At ASCO 2012, Arqule (ARQL) presented the full results from their randomized Phase 2 trial of Tivantinib in previously treated second-line treatment in hepatocellular carcinoma [HCC]. In the ITT population, time-to-tumor progression was statistically significant with a hazard ratio [HR] = 0.64 [p-value = 0.04] with 6.9 weeks vs. 6.0 weeks. No real difference in overall survival [OS] in the ITT population.
However, they saw very encouraging activity in the pre-defined MET-high cohort. With a median OS in Tivantinib arm was 7.2 months[n=22] and 3.8 months[n=15] in the placebo arm [HR = 0.38; value = 0.01], median TTP was 2.9 months in the Tivantinib arm and 1.5 months in the placebo arm [HR = 0.43, log rank p-value = 0.03] and median PFS 2.4 months[T] vs 1.5 months in the placebo arm [HR = 0.45, log rank p-value = 0.02]. There was very clear separation in all of the KM curves, with the caveat that these are small numbers.
This is certainly encouraging data that warrants a Phase III trial.
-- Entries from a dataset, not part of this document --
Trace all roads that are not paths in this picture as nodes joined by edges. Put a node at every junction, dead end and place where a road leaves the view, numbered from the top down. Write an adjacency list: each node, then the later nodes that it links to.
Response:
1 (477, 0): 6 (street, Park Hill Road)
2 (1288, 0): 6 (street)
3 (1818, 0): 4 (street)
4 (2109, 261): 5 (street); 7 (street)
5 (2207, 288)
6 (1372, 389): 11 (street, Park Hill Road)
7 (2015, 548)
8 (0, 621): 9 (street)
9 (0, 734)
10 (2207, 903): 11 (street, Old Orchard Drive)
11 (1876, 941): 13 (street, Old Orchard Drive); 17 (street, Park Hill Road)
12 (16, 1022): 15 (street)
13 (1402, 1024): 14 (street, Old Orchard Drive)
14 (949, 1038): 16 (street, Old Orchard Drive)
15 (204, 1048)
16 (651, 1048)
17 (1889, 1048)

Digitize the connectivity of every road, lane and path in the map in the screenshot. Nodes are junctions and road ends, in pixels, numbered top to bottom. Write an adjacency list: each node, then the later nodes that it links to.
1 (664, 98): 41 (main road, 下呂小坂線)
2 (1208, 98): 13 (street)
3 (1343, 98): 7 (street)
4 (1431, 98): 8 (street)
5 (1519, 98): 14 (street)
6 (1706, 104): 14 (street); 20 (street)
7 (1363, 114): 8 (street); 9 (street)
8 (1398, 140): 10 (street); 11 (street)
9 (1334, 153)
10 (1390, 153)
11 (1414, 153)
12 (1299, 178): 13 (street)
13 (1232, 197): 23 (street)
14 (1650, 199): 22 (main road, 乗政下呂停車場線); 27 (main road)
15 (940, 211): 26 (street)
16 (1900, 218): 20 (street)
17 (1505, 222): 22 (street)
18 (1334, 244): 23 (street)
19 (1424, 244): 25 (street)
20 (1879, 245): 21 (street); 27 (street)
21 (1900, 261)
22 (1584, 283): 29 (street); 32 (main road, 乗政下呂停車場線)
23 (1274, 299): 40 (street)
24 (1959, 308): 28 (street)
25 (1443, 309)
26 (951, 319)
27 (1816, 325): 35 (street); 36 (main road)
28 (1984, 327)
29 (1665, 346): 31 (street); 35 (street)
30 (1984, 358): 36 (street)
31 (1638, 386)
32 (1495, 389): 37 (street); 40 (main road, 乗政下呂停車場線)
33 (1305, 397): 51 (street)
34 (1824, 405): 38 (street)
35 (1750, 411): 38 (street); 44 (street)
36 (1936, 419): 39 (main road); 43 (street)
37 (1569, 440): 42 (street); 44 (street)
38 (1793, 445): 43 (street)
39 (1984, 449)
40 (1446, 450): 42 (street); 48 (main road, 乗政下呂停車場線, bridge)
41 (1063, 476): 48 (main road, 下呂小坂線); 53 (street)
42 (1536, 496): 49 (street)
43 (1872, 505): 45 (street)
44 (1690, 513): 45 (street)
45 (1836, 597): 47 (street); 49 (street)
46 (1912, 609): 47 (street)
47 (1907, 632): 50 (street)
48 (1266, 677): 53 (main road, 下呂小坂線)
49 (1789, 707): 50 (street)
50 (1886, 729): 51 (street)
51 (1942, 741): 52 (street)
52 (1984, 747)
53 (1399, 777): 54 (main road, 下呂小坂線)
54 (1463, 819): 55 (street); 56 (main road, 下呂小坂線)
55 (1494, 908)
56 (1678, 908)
Arqule would like the FDA to sign off on a pivotal study using TTP as the primary endpoint, since this would be a quick study. We're unsure if the FDA will do this, but given there are no real options for 2nd-line HCC, it could happen. They also need to convince Daiichi Sankyo (OTCPK:DSKYF) to move forward into Phase III.
There are several upcoming events over the next 6-12 months to note:
 Phase III plans for 2nd-line HCC
 Interim analysis of their Phase III MARQUEE study of Tivantinib+Erlotinib in 2nd/3rd-line non-squamous NSCLC [expected by year-end, interim look after 50% of events~370]
 Randomized Phase II study of ARQ 197 or placebo in combo with Irinotecan and Cetuximab in 2nd-line patients with metastatic colorectal cancer [CRC] expressing wild-type KRAS [top-line late 2012 to early 2013 and final analysis arond mid-2013]
 Randomized Phase II study of ARQ 197 or Chemotherapy[pemetrexed, docetaxel, or gemcitabine] in combo with Erlotinib in subjects with KRAS mutation positive NSCLC
 Completion of enrollment in their Phase III ATTENTION trial in non-squamous NSCLC patients with wild-type EGFR in Japan and other Asian countries
With respect to , the efficacy bar for interim analyses is quite high in Phase 3 trials, so investors should not be expecting an early halt.
There was some interesting biomarker data presented at AACR 2012 that re-examined their randomized Phase 2 trial in NSCLC that gives us some optimism going into the final analysis. Essentially, when they re-examined those patients with non-squamous histology and c-MET-positive tumors, they saw that Tivantinib+ Erlotinib improved PFS [HR = 0.58, p = 0.28] and OS[HR = 0.46, p = 0.21] compared with patients who received with Erlotinib + Placebo. This is post-hoc exploratory analysis, so you can only extrapolate it so far. Nonetheless, it is encouraging.
With respect to their ongoing Phase II programs in CRC and NSCLC, both of these were started following signals they saw either in Phase 1 or subset of patients in Phase II. We are also still interested in ther pan-RAF inhibitor, ARQ736, which has been shown pre-clinically to be a potent inhibitor of mutant BRAF [V600E], wild-type BRAF and c-RAF. Data possibly next year will shed more light on this program.
Arqule's presented promising data at ASCO 2012 on their lead drug, Tivantinib. Tivantinib seems to have an additional opportunity in HCC that will need to be explored further in Phase III and possibly studied in first-line in combo with Nexavar or alone. The failure of Bristol-Myers' Brivanib leaves the door wide open for Arqule/Daichii Sankyo to step forward in HCC. The utilization of MET positive tumor status should help them carve out a nice market. Arqule has about $100 million in cash at the end of March 31, 2012, which should take them through the majority of these upcoming binary events. At only ~$400M in marketcap, we still see believe shares are undervalued relative to competitors.